Shortening the period consumers have to pay their bills with no warning.

 

Even the federal financial regulators, of whom I have been openly critical for a lack of appropriate oversight throughout the subprime mortgage market crisis, recognized the harm these sinister practices pose not only to credit card customers, but also to our economy.

 

Last May, the Federal Reserve, Office of Thrift Supervision, and National Credit Union Administration proposed rules aimed at curbing some of these practices.

 

These rules are a good step, although long overdue.
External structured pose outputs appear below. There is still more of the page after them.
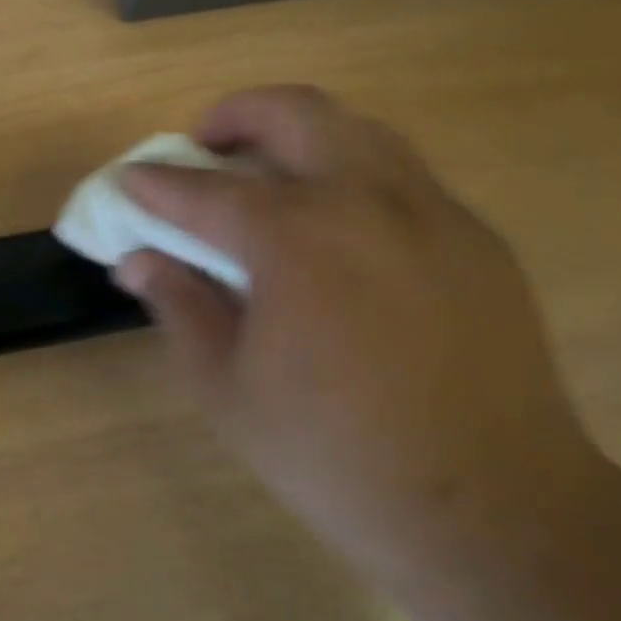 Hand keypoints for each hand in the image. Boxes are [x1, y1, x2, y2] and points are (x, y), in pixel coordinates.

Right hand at [116, 87, 598, 576]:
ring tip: (273, 176)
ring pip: (358, 129)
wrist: (490, 507)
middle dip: (236, 115)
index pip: (205, 191)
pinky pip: (404, 177)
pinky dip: (354, 176)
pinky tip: (343, 232)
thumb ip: (179, 307)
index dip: (157, 184)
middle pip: (294, 112)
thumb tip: (137, 259)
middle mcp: (365, 200)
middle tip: (207, 146)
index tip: (130, 180)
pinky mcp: (476, 238)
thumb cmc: (336, 455)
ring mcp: (431, 211)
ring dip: (301, 134)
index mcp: (295, 238)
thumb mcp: (228, 389) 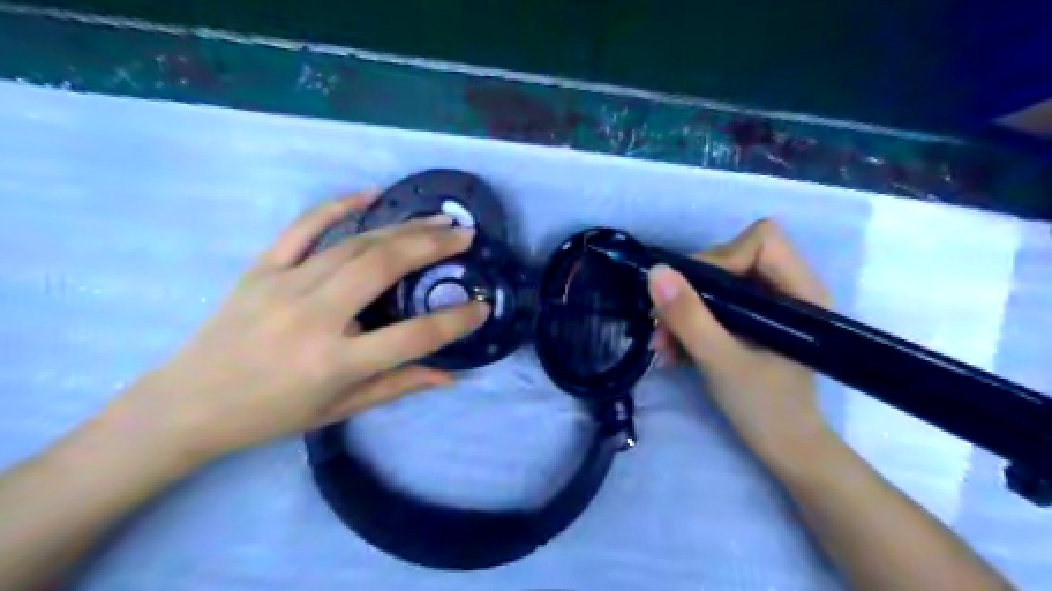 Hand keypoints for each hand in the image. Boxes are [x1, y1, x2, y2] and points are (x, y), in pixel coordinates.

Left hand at [109, 188, 486, 464]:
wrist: (186, 405)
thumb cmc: (271, 415)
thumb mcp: (340, 409)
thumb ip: (399, 386)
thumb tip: (450, 375)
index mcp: (335, 362)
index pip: (412, 336)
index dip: (454, 321)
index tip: (481, 306)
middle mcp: (313, 317)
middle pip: (383, 268)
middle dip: (432, 246)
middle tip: (465, 235)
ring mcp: (284, 286)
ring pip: (355, 245)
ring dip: (402, 228)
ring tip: (437, 220)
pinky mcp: (261, 269)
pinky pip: (303, 228)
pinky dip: (337, 207)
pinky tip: (370, 195)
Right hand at [647, 219, 835, 469]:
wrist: (785, 450)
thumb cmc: (766, 409)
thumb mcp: (722, 361)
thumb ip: (689, 317)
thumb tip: (655, 272)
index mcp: (799, 291)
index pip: (760, 241)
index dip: (720, 258)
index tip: (690, 294)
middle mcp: (787, 289)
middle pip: (730, 258)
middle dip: (690, 290)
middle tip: (661, 324)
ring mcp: (768, 306)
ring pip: (716, 284)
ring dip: (682, 311)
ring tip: (661, 345)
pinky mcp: (751, 323)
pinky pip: (714, 306)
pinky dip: (689, 324)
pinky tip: (671, 351) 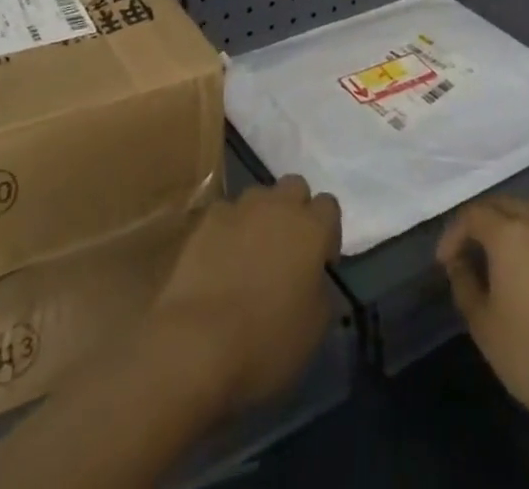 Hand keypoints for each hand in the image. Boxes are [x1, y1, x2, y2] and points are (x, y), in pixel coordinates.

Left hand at [146, 175, 341, 416]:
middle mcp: (279, 205)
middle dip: (295, 209)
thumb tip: (316, 278)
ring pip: (259, 196)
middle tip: (288, 248)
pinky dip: (229, 230)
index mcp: (312, 228)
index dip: (327, 232)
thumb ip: (322, 289)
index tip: (320, 262)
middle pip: (295, 187)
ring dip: (261, 216)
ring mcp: (240, 207)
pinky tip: (221, 260)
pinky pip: (226, 214)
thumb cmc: (267, 340)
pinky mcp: (208, 219)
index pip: (329, 206)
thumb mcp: (315, 327)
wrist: (198, 342)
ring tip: (251, 253)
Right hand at [438, 195, 528, 437]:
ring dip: (508, 218)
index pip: (472, 215)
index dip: (453, 234)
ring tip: (497, 248)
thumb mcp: (485, 326)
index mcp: (508, 232)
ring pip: (528, 206)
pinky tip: (528, 262)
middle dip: (478, 221)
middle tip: (465, 251)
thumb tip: (459, 263)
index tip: (443, 262)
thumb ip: (465, 286)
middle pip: (500, 204) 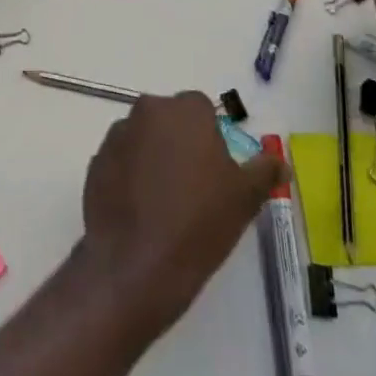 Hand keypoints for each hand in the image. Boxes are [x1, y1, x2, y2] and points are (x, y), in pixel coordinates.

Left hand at [78, 93, 280, 339]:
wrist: (137, 265)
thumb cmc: (199, 224)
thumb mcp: (244, 199)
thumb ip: (264, 171)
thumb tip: (279, 161)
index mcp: (184, 110)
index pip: (202, 110)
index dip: (211, 139)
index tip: (216, 172)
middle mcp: (147, 110)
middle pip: (170, 120)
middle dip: (181, 144)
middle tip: (194, 188)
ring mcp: (117, 135)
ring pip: (144, 139)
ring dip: (154, 158)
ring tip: (165, 204)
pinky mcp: (95, 161)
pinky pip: (121, 161)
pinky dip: (131, 177)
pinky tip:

But they fell far short of what’s actually needed to protect American families.

 

Just as we have seen in this housing crisis, when companies lure people into financial arrangements that are deceptive, abusive and predatory, it not only means mountains of debt for families, bankruptcy and financial ruin for too many – it can also prove catastrophic for our economy.

 

Today, as the Committee examines how best to modernize and reform our outdated and ineffective financial regulatory system, we have a clear message to send to the credit card companies:

 

Your days bilking American families at the expense of our economy are over.

 

Today, we will discuss proposals to reform abusive credit card practices that drag so many American families deeper and deeper into debt, including the Credit Card Accountability Responsibility and Disclosure Act, which I recently reintroduced.

 

We must protect the rights of financially responsible credit card users – so that if the credit card company delayed crediting your payment, you aren’t charged for their mistake.

 

We must prevent issuers from changing the terms of a credit card contract before the term is up.

 

And perhaps most importantly, we must protect our young people – who are faced with an onslaught of credit card offers, often years before they turn 18, or as soon as they set foot onto a college campus.

 

These practices are wrong, and they’re unfair.

 

And mark my words: in the coming months, they will end.

 

Of course, we must do all we can to encourage consumers to act responsibly when it comes to using credit cards. But we should demand such responsible behavior when it comes to the companies that issue these cards.

 

The need to reform credit card practices has never been more important. It is not only the right thing to do for families and consumers – it is the right thing to do for our economy. I have been working on reforms in this area for many years, and I am determined to move forward with these reforms.